The more I look into it the more it just doesn’t feel right. I suppose that’s the benefit of Crowdfunding…people donate or not…no-one holds a gun to your head.

I’ll post about the 2nd Crowdfunding request I’ve seen recently on another blog post.

 

 

The Unbelievable Truth – Recording – 23rd February, 2016

I managed to blag some tickets to this recording. One of my friends was running late but a bit of Derren Brown mind control and the lady gave us the extra sticker we needed for when they arrived. I’d not been to any recordings at Logan Hall before. Usually the ‘big name’ London Radio recordings are done at the Radio Theatre in Portland Place. This wasn’t far though and I joined the queue at around 5.45pm. The tickets just said Time 6:30, doors close 6:50pm but I knew from previous experience that the earlier you get there the better.

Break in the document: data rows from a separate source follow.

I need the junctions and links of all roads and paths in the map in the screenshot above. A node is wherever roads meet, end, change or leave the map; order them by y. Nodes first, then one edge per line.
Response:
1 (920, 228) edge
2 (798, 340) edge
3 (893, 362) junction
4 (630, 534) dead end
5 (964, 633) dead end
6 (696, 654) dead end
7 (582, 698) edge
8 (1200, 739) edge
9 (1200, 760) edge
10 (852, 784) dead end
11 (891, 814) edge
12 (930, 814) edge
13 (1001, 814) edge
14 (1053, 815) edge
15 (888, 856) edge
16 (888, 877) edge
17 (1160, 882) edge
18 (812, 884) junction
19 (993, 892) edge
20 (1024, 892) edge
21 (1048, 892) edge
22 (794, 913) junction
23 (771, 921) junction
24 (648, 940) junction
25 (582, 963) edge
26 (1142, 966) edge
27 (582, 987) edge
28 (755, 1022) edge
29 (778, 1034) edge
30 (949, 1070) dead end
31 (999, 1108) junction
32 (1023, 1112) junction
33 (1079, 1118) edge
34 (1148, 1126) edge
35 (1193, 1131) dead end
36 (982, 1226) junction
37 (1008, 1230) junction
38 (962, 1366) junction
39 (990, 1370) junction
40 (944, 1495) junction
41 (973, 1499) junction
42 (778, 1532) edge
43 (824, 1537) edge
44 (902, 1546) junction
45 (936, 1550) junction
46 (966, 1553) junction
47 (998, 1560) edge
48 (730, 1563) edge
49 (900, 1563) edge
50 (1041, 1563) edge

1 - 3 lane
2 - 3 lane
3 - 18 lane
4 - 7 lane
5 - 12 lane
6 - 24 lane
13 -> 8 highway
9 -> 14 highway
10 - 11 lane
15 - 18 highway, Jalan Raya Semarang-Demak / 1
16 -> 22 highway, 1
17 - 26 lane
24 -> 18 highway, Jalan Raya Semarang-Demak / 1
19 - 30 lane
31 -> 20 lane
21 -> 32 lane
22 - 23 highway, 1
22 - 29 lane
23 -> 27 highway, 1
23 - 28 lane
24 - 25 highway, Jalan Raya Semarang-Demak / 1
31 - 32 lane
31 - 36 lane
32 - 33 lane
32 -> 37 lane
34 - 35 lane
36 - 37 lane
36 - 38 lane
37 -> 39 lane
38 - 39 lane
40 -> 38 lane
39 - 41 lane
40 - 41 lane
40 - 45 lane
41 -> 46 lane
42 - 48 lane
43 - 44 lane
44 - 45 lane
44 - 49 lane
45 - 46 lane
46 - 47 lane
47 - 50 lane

The queue grew longer and longer until about 6.45pm when they started to let people inside. We managed to get some great seats in the middle and waited for the show to start. The producer explained that 2 shows would be recorded and they started recording around 7.15-7.30pm. I knew this was going to be a long night. He also said that they had moved venues to allow more people to attend. There were 940 seats at Logan Hall and over 15000 people applied for tickets!

The guests were introduced and we were treated to;-

  • Jon Richardson
  • Henning Wehn
  • Susan Calman
  • Jack Dee

The format of the show is that one person speaks on a given subject and everything they say should be false except for 5 Unbelievable Truths. The remaining 3 people buzz in when they believe that the speaker has said one of the truths. A successful buzz in gives a point to the challenger however an incorrect challenge deducts a point. At the end of the talk any truths not found gain a point each for the speaker.

Each show started with Jon and there were some great challenges. There was as added complexity in that for some reason every time people pressed their buzzers, it would show Henning’s light on David’s desk. A second press would not repeat the issue so maybe Henning was pressing his buzzer first and then denying it for comedic effect?

Henning’s subjects seemed to allow him to be stereotypically German (mirroring his act) but Susan’s talks seemed to just turn into weird fantasy journeys with little in common with the original subject.

Both games finished with Susan Calman being the winner. It was a great experience to be part of but the format of the show isn’t that engaging and I think the whole audience was flagging as the end of the second show arrived,

Always good to be in a new venue and I do enjoy David Mitchell but I’m not sure I’d go for another recording of this.